In general, two main eating disorder symptoms are negative body image and a problematic relationship with food.

Having a poor body image and relationship with food is stressful! And that stress in and of itself worsens body image and triggers eating disorder thinking and behaviors.

Hello, vicious cycle.

Stress occurs, and you feel overwhelmed. To cope, you turn to eating disorder behaviors. 

Then, ongoing negative body image and self-talk associated with eating disorders increase stress.

It’s a hard trap to get out of. Once you see it, though, you’re in a position to make some changes to stop the cycle from continuing.

Stress and Binge Eating Disorder

The most common eating disorder is called Binge Eating Disorder (BED).

BED is characterized by eating large quantities of food (binges) and feeling a loss of control during the binge episodes. Eating is often rapid, to the point of discomfort. 

Often the person feels a sense of shame or guilt afterwards. Without compensatory behavior, such as purging, to offset the binge eating, the person will often deliberately restrict intake between binges.

In their lifetimes, 3.5% of women and 2.0% of men will have BED.

To put this into perspective: BED is more than three times more common than anorexia and bulimia combined. BED is also more common than breast cancer or HIV.

The good news is that BED is treatable. (And preventable.)

The stress of following diets or other rules contributes to the stress that fuels BED. (Hello again, Diet Culture.) Larger-bodied people with BED face additional stress from weight stigma and discrimination.

To cope with stress, binge eating becomes the relied-upon method for managing feelings that would otherwise be overwhelming. Bingeing can provide immediate comfort. 

The bingeing itself, though, then causes more stress and overwhelm and causes you to feel bad about yourself.

Then there is the stress associated with the fear — and reality — of weight gain. 

Add to all this the stress associated with replacing the food you’ve binged on so no one knows about the binge.

Even physicians are guilty of shaming people with diagnosed or undiagnosed BED, especially when people are in larger bodies. If that isn’t stressful, what is?

Stress and Bulimia Nervosa

Bulimia nervosa is a serious, potentially life-threatening eating disorder. It’s characterized by cycles of bingeing and self-induced purging to undo the effects of bingeing.

Three in 100 American women suffer from bulimia.

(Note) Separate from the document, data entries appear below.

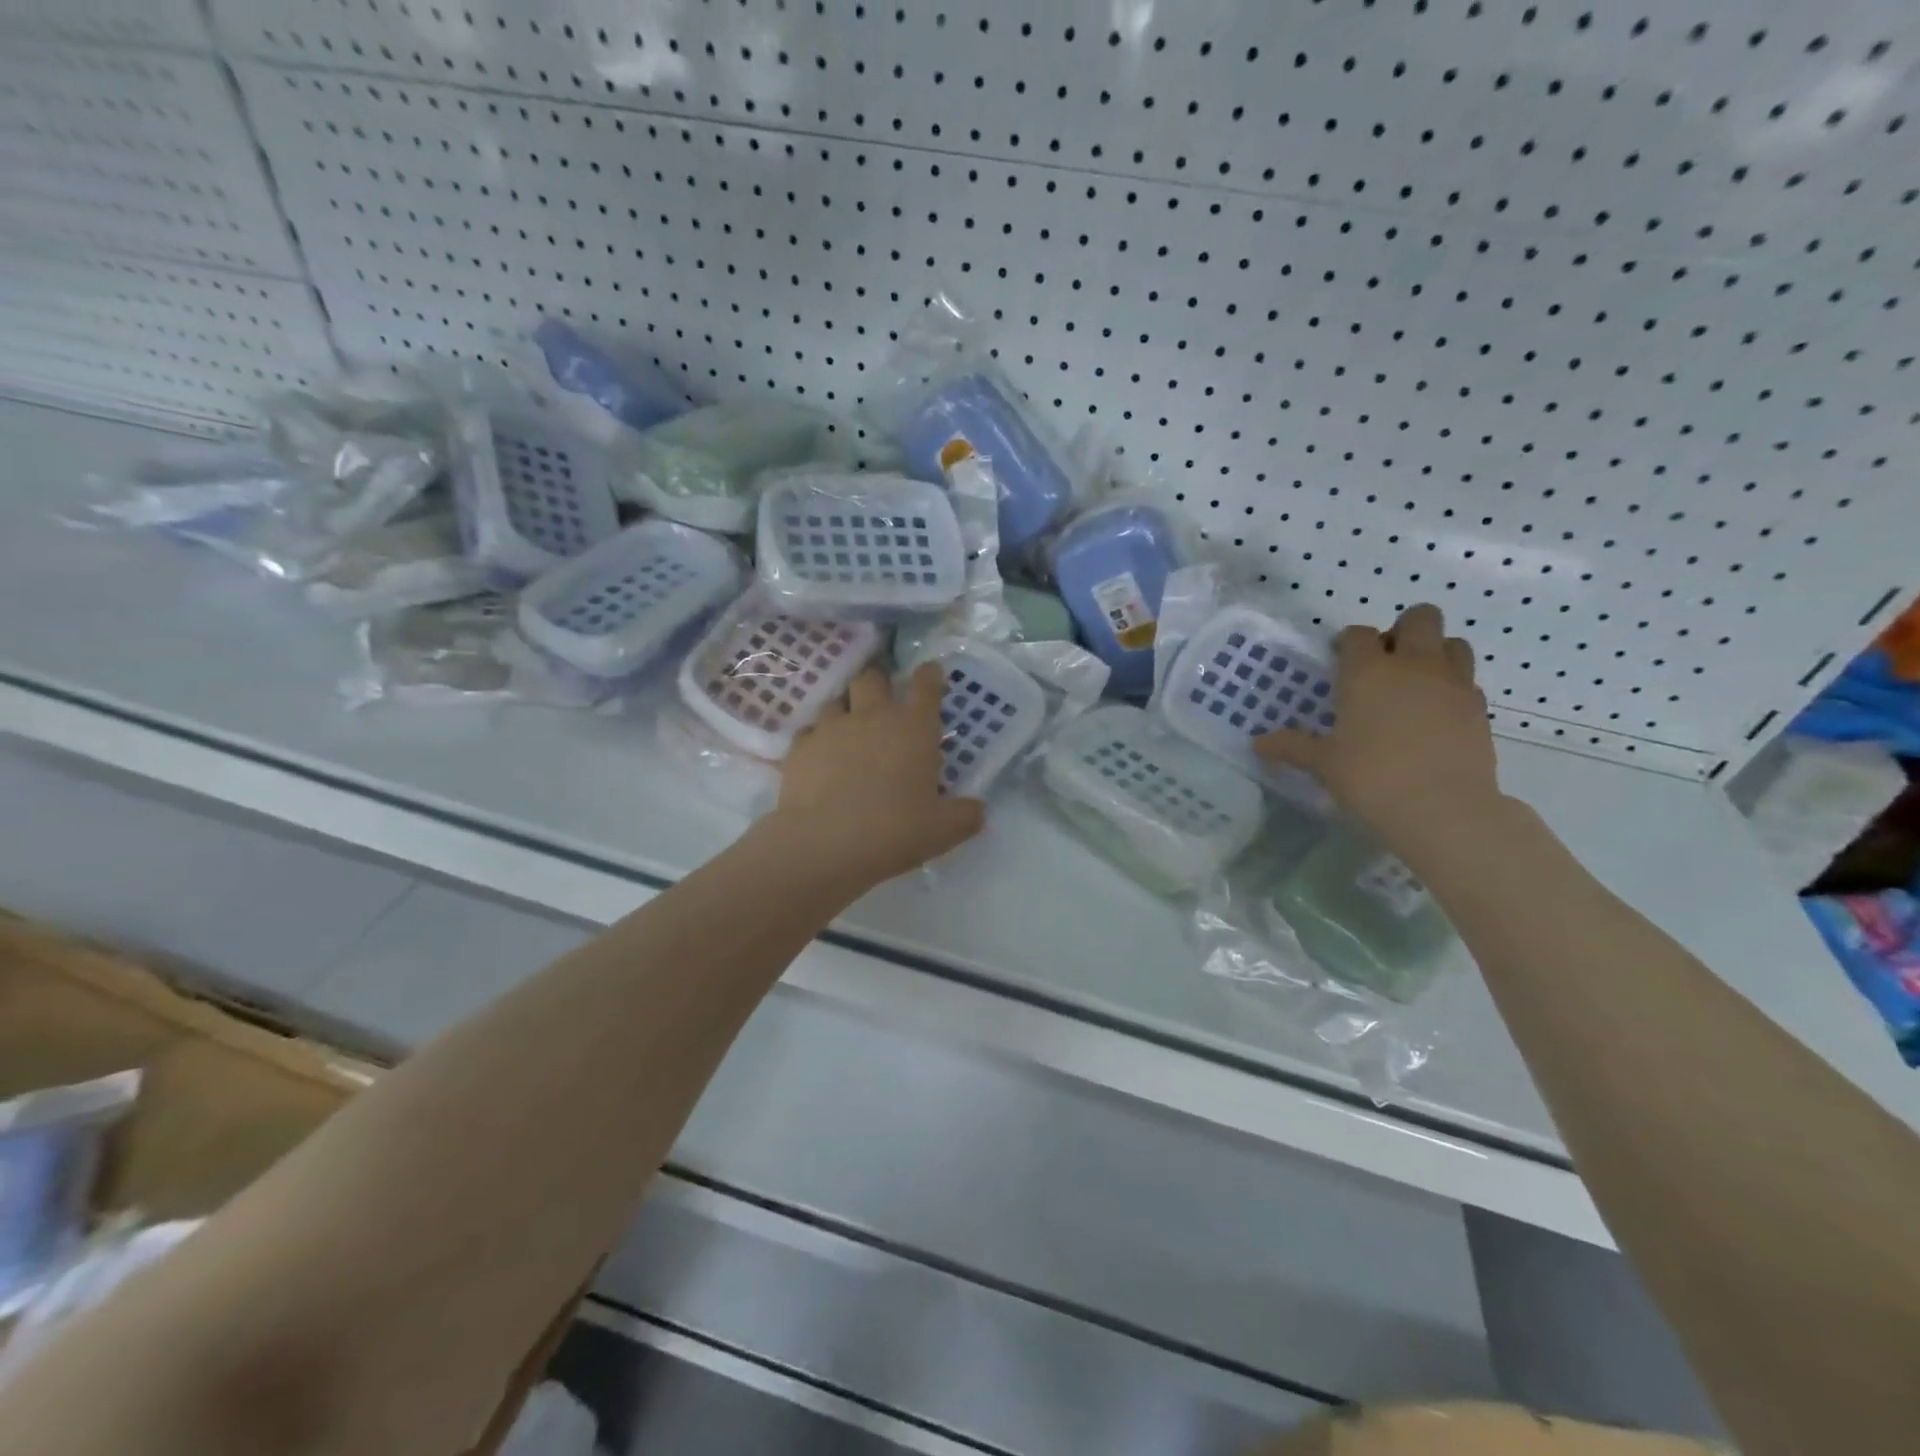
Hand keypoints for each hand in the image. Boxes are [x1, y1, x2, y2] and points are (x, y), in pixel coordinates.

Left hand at [768, 662, 985, 888]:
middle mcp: (872, 717)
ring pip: (837, 701)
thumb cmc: (894, 831)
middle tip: (882, 703)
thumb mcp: (943, 831)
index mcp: (913, 729)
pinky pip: (809, 732)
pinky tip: (819, 760)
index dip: (930, 675)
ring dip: (845, 710)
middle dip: (879, 683)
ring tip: (849, 732)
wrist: (824, 845)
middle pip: (872, 678)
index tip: (930, 673)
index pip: (926, 685)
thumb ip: (965, 816)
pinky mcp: (799, 748)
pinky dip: (817, 740)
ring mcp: (831, 728)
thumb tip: (977, 809)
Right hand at [1255, 605, 1501, 850]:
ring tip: (1416, 685)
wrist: (1443, 808)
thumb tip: (1258, 744)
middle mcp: (1413, 665)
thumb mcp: (1323, 764)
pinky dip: (1452, 687)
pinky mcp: (1479, 708)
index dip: (1348, 644)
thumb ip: (1292, 747)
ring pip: (1453, 642)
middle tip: (1386, 664)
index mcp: (1367, 672)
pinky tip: (1435, 716)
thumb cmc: (1370, 778)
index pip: (1358, 634)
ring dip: (1435, 653)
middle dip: (1403, 631)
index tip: (1340, 663)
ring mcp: (1452, 683)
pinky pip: (1467, 681)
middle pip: (1420, 618)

It’s common for people with bulimia nervosa to use food and purging to manage feelings they’d rather not feel — including sadness, shame, anger, stress, and boredom.

The cycle goes like this:

The person with bulimia feels stressed, binges (for comfort), and purges (for relief) to alleviate the stress. 

What then replaces the original stress is the stress of being secretive, of cleaning up the ‘evidence’ of the binge or purge, and of shame.

Another form of stress caused by the eating disorder is the physical impact of bingeing and purging. The list of short-term and long-term physical effects of bulimia is extensive.

Stress and Anorexia Nervosa

Anorexia nervosa is an eating disorder characterized by weight loss, refusal to maintain a medically appropriate body weight, and distorted body image.

People with anorexia tend to restrict calories and good-tasting food. Some people with anorexia also exercise compulsively, purge via vomiting and laxatives, and/or binge eat.

Anorexia can affect people of all ages, genders, sexual orientations, races, and ethnicities. One in 200 American women suffers from anorexia. 

Although anorexia nervosa most often begins during adolescence, more and more children and older adults are being diagnosed.

You cannot tell if a person is struggling with anorexia by looking at her. A person does not need to be emaciated or underweight to be struggling. 

Studies have found that larger-bodied individuals can also have anorexia, although they may be less likely to be diagnosed due to cultural prejudice against fat and obesity. (Yep, Diet Culture’s effects again.)

Anorexia nervosa numbs emotion and creates preoccupation with food, weight, calories, and exercise. The preoccupation is the body’s response to restriction and starvation (both of which are stressful to mind and body).

Simply put, the preoccupation is stressful. Food (and her relationship with it) is all the person with anorexia can think of. It’s the last thing she thinks of before bed and the first thing that comes to mind upon awakening. Even dreams are often about food and body size.

Sleep is usually poor, which creates stress in and of itself.

Anorexia is an attempt to feel more of a sense of control in life, and therefore less stress.

However, anorexia’s symptoms cause a ton of stress, which affects both the mind and body. 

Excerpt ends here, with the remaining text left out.